EXERCISE PROMPT » Lines below that hold the word "SOUTHERN" must be copied in full.

Stored items »
__________

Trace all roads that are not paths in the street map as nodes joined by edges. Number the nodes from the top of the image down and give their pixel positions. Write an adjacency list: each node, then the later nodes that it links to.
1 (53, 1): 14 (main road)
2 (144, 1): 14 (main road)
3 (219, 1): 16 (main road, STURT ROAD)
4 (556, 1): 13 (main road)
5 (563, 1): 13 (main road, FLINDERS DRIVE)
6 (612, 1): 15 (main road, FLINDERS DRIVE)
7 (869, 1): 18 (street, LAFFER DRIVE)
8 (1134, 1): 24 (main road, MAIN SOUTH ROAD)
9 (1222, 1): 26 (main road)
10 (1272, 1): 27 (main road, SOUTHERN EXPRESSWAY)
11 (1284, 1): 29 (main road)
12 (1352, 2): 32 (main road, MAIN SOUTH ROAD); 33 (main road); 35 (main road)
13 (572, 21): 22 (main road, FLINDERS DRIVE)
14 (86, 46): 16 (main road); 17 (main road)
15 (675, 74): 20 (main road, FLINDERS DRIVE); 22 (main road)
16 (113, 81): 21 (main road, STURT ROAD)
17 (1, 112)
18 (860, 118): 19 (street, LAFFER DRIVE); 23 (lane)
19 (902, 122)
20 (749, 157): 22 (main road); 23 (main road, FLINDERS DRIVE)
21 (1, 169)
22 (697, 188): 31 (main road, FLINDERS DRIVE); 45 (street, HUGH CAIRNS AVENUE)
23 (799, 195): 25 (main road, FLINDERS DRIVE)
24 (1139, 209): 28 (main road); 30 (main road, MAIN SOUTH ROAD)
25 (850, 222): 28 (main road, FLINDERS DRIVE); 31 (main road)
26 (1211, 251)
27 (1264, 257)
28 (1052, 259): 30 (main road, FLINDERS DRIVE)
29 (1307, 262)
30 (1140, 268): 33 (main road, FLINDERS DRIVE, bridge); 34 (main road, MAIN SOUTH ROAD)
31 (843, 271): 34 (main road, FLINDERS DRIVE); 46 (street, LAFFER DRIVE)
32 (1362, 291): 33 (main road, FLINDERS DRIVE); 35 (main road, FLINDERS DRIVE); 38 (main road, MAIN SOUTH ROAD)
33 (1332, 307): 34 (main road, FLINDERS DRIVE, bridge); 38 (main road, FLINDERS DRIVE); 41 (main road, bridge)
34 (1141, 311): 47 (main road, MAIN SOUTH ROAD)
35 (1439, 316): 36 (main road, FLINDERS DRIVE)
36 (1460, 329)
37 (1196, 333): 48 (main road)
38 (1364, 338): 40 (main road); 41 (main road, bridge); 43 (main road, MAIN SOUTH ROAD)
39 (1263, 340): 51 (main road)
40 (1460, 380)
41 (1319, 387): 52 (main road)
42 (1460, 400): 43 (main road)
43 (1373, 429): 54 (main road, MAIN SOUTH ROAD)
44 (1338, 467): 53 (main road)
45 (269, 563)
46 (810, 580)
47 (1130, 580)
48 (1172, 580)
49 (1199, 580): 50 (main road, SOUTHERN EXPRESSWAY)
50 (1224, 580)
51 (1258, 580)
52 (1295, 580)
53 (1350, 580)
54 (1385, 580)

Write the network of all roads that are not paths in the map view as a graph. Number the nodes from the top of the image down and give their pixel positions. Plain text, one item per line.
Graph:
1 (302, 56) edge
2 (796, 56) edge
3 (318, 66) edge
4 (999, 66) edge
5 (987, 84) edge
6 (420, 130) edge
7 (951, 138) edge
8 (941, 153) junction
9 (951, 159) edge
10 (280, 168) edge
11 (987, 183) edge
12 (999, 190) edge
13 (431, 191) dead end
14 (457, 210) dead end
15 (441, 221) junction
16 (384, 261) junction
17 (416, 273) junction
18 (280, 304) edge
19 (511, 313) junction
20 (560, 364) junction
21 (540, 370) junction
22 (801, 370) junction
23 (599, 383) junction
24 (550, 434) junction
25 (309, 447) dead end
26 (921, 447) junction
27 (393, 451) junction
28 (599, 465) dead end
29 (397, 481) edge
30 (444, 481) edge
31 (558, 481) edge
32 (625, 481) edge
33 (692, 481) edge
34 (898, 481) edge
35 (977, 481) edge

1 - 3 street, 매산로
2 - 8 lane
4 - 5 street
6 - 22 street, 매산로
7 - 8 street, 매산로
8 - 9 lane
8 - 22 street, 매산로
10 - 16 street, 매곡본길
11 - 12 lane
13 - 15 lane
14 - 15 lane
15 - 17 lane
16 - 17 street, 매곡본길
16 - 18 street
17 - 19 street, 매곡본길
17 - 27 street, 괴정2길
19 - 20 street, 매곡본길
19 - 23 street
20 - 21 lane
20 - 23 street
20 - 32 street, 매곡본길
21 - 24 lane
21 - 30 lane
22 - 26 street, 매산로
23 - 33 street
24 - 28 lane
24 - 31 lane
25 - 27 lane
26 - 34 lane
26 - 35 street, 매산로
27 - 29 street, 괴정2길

__________

ANSWER TO THIS TASK »
10 (1272, 1): 27 (main road, SOUTHERN EXPRESSWAY)
49 (1199, 580): 50 (main road, SOUTHERN EXPRESSWAY)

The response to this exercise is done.